• [REQUIREMENT]:
Every line of the records that contains the string "Bruddy" counts once; give the total and nothing else.

(Stored data entries)
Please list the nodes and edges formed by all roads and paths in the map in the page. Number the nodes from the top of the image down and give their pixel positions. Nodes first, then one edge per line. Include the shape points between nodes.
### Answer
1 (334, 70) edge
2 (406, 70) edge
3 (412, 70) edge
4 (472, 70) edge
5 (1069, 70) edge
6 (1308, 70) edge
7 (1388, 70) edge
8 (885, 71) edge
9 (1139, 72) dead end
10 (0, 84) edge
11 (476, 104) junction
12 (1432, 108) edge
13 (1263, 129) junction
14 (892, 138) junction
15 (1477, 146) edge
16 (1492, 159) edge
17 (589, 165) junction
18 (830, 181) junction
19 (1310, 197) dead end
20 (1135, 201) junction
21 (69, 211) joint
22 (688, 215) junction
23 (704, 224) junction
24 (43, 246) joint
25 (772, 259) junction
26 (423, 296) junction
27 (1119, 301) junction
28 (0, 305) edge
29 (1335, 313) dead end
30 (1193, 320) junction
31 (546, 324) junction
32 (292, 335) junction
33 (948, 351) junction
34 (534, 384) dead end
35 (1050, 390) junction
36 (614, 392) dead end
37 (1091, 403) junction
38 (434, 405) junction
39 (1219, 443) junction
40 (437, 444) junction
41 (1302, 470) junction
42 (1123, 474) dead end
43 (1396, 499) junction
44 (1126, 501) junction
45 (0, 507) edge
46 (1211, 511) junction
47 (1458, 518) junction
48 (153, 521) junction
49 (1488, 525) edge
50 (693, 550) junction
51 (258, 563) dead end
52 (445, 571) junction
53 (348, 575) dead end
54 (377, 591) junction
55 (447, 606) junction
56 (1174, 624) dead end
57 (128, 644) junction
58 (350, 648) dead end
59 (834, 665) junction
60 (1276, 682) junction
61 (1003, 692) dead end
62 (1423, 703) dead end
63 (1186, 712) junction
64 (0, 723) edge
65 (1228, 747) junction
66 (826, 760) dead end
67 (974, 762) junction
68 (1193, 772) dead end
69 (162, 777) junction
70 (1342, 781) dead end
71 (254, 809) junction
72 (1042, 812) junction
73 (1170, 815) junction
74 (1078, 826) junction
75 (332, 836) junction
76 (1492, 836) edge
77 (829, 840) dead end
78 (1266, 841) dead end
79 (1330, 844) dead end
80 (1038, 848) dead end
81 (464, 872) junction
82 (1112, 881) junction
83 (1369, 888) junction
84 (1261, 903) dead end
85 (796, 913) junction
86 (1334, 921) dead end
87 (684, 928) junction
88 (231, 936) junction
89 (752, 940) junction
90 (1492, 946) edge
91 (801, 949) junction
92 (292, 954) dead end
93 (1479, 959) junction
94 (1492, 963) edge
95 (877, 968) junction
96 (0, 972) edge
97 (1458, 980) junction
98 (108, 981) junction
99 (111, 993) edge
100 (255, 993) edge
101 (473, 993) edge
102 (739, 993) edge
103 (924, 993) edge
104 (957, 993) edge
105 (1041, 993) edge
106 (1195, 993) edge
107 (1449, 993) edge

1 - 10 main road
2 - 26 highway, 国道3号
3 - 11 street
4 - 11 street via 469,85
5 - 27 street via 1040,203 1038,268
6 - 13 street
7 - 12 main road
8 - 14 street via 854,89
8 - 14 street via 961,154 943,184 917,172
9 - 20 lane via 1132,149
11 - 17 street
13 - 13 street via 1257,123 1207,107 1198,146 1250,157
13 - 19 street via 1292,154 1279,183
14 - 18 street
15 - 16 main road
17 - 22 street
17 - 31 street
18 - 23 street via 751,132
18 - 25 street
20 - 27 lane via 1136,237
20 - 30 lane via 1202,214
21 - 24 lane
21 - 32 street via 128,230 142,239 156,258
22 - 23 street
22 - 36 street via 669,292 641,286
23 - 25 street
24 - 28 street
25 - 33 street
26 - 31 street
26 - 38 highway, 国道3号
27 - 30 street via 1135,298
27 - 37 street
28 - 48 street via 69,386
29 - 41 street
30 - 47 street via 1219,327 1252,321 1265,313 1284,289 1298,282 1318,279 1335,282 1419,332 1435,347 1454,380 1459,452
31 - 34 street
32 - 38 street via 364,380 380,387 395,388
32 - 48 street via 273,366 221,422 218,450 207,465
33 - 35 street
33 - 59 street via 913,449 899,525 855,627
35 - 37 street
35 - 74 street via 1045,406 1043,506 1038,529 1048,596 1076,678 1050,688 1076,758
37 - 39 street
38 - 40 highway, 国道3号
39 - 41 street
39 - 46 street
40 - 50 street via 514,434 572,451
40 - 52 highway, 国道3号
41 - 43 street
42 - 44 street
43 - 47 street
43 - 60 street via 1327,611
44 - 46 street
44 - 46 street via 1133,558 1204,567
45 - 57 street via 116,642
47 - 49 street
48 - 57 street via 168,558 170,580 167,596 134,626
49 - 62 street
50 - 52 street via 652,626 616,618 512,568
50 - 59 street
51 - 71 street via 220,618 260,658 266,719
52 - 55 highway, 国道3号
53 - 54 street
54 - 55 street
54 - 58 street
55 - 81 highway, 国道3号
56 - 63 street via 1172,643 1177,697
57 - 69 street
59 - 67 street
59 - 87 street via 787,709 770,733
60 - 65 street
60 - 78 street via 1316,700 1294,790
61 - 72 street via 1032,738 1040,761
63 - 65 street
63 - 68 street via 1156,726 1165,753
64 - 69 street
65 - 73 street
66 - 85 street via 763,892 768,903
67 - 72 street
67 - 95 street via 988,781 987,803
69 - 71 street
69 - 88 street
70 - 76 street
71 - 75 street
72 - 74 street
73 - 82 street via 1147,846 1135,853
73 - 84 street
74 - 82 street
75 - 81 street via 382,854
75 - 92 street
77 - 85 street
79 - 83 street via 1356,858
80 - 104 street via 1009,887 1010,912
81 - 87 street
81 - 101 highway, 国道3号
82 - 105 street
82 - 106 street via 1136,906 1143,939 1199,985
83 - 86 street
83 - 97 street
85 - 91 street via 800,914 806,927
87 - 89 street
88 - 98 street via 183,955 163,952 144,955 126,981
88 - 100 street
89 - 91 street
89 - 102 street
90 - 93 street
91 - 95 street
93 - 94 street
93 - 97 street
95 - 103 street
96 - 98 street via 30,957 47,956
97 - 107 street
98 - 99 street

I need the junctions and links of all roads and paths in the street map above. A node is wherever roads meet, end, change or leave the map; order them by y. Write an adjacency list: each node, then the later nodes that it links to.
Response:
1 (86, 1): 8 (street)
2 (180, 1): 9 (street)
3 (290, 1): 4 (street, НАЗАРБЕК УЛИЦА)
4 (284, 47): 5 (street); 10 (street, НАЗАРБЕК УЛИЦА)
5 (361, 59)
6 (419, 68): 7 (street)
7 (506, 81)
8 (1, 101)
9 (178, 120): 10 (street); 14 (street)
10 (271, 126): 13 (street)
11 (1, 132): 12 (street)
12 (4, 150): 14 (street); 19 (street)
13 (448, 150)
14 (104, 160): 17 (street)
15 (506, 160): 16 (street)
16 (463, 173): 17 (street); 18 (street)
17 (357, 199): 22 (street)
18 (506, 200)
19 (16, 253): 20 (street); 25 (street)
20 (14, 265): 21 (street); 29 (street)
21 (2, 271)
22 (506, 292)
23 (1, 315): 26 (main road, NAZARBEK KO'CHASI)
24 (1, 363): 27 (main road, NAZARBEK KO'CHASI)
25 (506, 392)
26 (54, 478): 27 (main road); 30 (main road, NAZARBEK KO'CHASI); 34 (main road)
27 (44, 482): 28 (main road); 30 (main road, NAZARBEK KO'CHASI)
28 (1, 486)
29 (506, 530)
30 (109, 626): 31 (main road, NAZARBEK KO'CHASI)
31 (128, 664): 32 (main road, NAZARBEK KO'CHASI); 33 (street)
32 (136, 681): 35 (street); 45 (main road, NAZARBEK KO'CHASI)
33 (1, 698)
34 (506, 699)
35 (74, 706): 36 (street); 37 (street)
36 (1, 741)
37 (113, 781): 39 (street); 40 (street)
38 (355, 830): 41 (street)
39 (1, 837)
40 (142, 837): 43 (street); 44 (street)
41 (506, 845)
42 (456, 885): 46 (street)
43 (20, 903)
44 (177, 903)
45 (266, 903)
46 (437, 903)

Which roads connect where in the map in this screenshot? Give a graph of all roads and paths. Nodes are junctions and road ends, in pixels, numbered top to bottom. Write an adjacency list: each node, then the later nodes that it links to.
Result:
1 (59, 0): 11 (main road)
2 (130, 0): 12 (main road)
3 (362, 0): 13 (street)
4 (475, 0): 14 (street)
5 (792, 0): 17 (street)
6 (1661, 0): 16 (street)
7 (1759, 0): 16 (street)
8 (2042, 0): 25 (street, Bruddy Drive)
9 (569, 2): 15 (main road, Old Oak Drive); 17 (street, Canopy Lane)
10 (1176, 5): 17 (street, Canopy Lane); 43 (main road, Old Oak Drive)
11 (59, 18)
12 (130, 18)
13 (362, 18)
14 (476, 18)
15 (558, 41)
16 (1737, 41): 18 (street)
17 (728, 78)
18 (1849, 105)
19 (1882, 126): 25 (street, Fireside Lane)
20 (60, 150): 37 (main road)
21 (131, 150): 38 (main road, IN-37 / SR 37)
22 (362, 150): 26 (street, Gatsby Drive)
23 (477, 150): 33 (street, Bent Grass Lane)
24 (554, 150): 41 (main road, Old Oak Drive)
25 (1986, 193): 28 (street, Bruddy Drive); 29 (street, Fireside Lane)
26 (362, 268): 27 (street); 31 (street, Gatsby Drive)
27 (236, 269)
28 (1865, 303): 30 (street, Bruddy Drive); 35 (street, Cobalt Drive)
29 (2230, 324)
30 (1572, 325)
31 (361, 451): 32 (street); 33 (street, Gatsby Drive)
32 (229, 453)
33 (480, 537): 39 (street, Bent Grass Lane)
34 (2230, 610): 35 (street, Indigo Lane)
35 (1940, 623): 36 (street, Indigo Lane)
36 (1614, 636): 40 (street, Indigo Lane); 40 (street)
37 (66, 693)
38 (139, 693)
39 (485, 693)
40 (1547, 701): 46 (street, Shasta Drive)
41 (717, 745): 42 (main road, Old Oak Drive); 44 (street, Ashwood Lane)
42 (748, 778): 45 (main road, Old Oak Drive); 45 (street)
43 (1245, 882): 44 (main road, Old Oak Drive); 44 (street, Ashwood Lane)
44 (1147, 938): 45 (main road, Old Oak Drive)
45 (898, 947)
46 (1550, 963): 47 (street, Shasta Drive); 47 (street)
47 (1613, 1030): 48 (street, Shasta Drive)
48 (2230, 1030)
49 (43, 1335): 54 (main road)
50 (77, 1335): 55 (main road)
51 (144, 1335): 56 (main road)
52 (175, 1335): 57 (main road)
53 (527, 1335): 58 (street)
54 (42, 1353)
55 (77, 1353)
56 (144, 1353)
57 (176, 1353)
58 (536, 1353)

• [ANSWER TO THE PROBLEM]:
3